The light-sensitive materials of the invention can be exposed to light by making use of electromagnetic waves in the same spectral region to which the emulsion layers forming the light-sensitive material of the invention is sensitive. As for the light sources, any one of the well-known light-sources may be used, such as natural light, i.e., daylight, a tungsten lamp, a fluorescent lamp, a mercury lamp, a xenon-arc lamp, a carbon-arc lamp, a xenon flash lamp, a CRT flying spot, a variety of laser beams, an LED, a light emitted from a phosphor excited by an electron, X-ray, γ-ray, α-ray or the like beams.
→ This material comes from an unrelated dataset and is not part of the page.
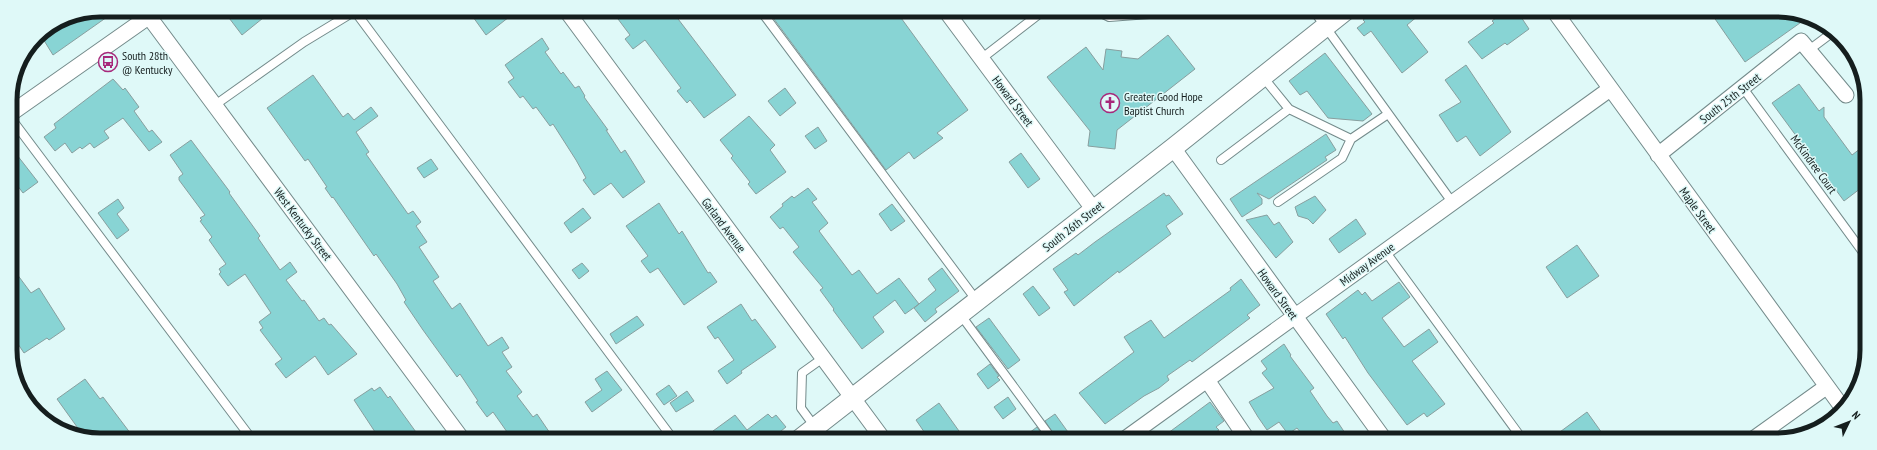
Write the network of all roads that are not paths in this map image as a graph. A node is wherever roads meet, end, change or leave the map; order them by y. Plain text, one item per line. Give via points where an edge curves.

An exposure may be made not only for one millisecond or shorter, for example, from 100 microseconds to one millisecond by making use of a CRT or an xenon flash lamp, but also for 10 seconds or longer, as well as from one millisecond to 10 seconds by making use of an ordinary type printer. Such an exposure may be made continuously or intermittently.
In the silver halide photographic light-sensitive materials of the invention, an image can be reproduced in any color developing processes well-known in the industry skilled in the art.
In the invention, the color developing agents which may be used in color developer include the well-known ones being popularly used in a variety of color photographic processes.
These developing agents include, for example, an aminophenol type and a p-phenylenediamine type derivatives. These compounds are more stable than in the free state thereof, therefore, they are used generally in the form of such a salt as a chloride or sulfate. These compounds are generally used in a concentration of from about 0.1 g to about 30 g and, more preferably from about 1 g to about 15 g per liter of the color developer to be used.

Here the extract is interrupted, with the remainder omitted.